La moda si è sempre autoregolata nel gestire e in alcuni casi insabbiare i propri scandali, basti pensare ritorno sulle scene di Alexander Wang, uscito indenne dalle accuse di molestie e violenze sessuali, passando per l’antisemitismo di John Galliano e la grassofobia di Karl Lagerfeld, a cui verrà dedicato il prossimo Met Gala. Due pesi, due misure. Ma a fare la differenza in questo caso è stato il campo di battaglia; non le pagine di una rivista di moda o il parere di un fashion insider, ma le lande senza legge dei social, dove tutti hanno voce e una storia assume la forma che l'utente gli vuole dare. Dai social si è poi passati alla televisione: nello stesso paese in cui Jeffrey Epstein - magnate, truffatore, molestatore, pedofilo e all’apice di un traffico di prostituzione minorile nonché per lungo tempo collaboratore di Les Waxner- cenava indisturbato allo stesso tavolo di Donald Trump, una rete apertamente filotrumpiana come Fox News ha deciso di riportare la notizia in modo fuorviante e sbagliato, sottolineando le parole “pedophile” e “child abuse” in un ragionamento talmente irrazionale da sembrare uno sketch del Saturday Night Live. Il caso mediatico ha preso evidentemente derive politiche, alimentando quella fetta di pubblico che vive si cospirazioni e teorie del complotto, dai no vax ai negazionisti, già da quando Candace Owens e Carlson Tucker, entrambi dichiaratamente pro-Trump e vicini all'ala repubblicana americana, si sono schierate contro Balenciaga dando adito alle accuse in quello che, come commenta qualcuno online, «it’s not about child safety, it never has been, it’s always been about spreading a different message under the guise of protecting children.»

A difendere il brand c'è stato anche il genitore di uno dei bambini rappresentati della campagna, che ha definito l'esperienza "an enjoyable day out", ma in un marasma di commenti d'odio, lo statement è passato del tutto inosservato. A peggiorare tutto c’è stata poi l’incapacità di molti di tutelare una posizione. Se da un lato c'è la colpa del brand (la disattenzione e l’errore ci sono stati ed è doveroso sottolinearlo) dall’altro qualcuno, lo stesso che in passato ha messo sotto il tappeto scandali veri con accuse reali appoggiando apertamente l'accusato, ha preferito defilarsi, raggomitolato in un angolo per paura di perdere il proprio clout personale.
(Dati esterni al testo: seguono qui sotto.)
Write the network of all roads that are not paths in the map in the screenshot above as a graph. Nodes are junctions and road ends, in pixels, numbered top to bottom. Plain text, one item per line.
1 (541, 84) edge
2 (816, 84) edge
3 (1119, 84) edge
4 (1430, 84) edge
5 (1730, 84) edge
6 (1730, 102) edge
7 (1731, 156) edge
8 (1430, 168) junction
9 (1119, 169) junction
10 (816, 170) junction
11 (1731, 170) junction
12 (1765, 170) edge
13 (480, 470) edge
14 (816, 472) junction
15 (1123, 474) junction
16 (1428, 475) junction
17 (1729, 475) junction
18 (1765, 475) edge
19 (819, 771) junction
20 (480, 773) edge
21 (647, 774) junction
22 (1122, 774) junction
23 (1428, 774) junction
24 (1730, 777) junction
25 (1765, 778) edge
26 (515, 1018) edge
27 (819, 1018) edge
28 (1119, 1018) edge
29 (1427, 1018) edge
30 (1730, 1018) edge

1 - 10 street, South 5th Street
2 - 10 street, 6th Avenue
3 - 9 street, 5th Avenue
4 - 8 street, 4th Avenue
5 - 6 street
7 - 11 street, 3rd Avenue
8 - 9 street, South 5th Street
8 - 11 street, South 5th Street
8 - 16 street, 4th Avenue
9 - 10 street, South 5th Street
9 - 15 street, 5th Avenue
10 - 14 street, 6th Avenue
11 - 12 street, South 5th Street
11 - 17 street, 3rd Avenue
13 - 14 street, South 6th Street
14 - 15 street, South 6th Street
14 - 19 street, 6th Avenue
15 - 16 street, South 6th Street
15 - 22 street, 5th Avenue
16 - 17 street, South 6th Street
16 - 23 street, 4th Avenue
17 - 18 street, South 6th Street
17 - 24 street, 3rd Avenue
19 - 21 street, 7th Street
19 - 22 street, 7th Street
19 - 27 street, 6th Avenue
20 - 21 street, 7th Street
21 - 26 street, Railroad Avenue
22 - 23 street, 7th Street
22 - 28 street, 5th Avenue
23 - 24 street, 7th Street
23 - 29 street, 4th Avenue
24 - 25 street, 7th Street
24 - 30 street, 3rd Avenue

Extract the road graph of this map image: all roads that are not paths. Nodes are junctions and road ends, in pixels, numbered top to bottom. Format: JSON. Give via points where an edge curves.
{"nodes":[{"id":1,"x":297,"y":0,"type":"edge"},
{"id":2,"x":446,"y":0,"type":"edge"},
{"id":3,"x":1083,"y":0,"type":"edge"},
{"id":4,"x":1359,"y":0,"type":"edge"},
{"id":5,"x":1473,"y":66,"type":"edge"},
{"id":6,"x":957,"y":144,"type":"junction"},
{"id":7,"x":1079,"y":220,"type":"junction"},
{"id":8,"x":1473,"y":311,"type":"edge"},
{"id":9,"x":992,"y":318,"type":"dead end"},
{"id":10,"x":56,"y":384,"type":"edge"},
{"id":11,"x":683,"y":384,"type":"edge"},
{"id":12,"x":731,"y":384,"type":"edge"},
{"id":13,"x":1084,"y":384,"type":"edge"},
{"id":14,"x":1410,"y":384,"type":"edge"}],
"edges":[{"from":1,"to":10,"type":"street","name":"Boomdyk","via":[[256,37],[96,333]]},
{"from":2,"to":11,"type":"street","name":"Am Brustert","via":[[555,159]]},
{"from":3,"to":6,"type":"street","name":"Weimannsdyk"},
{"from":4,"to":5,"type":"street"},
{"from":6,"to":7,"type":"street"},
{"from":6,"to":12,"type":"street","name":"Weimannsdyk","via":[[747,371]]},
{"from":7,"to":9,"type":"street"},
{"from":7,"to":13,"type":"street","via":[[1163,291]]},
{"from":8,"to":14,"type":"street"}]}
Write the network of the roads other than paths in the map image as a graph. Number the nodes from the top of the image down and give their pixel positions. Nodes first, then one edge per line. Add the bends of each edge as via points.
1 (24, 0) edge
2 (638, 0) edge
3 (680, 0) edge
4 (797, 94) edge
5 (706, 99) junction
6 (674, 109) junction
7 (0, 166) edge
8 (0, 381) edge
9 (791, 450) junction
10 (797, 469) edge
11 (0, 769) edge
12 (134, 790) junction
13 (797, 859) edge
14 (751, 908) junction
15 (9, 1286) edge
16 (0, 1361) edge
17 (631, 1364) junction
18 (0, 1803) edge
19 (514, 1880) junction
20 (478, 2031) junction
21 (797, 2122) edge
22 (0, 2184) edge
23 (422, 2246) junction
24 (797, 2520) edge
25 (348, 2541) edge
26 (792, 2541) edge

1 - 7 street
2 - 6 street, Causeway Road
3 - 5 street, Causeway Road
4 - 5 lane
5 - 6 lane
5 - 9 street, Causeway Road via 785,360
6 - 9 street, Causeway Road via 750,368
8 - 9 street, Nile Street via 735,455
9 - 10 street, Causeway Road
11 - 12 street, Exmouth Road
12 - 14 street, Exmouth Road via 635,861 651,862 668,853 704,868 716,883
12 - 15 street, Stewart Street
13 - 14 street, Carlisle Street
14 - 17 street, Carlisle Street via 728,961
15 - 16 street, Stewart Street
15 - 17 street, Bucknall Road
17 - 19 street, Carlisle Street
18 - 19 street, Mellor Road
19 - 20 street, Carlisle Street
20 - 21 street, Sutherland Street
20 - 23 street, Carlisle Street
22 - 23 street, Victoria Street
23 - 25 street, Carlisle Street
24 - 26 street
Questo, probabilmente, non li rende tanto diversi da chi oggi porta avanti teorie strampalate e scrive “dig deeper” convinto di essere in odore di Pulitzer. Il problema forse non riguarda Balenciaga, che sicuramente aveva il dovere di gestire i contenuti in una maniera migliore e più consapevole, ma tocca l’intero sistema e il tempo che ognuno di noi ha a disposizione per gestire una pubblicazione. È il riflesso naturale della fretta irrazionale che governa i social, la mancanza di tempo per fermarsi a ragionare prima di esprimere un giudizio e di spargere odio. «Quando, però, si gioca costantemente sul terreno di argomenti divisivi per emergere nei tempi dei social» commenta Giuliana Matarrese su l’Linkiesta «anche l’orsetto con il choker diventa pietra dello scandalo. Laddove, invece, si trattava di incauto cattivo gusto e di una generalizzata inerzia che trovano faticoso porsi un dubbio. Laddove, invece, in questo mercato drogato dalla necessità di rilevanza e povero (nella maggior parte dei casi) di una reale sostanza, sarebbe necessario evitare i "perché no?" (...) e chiedersi semplicemente "perché?" una volta in più.»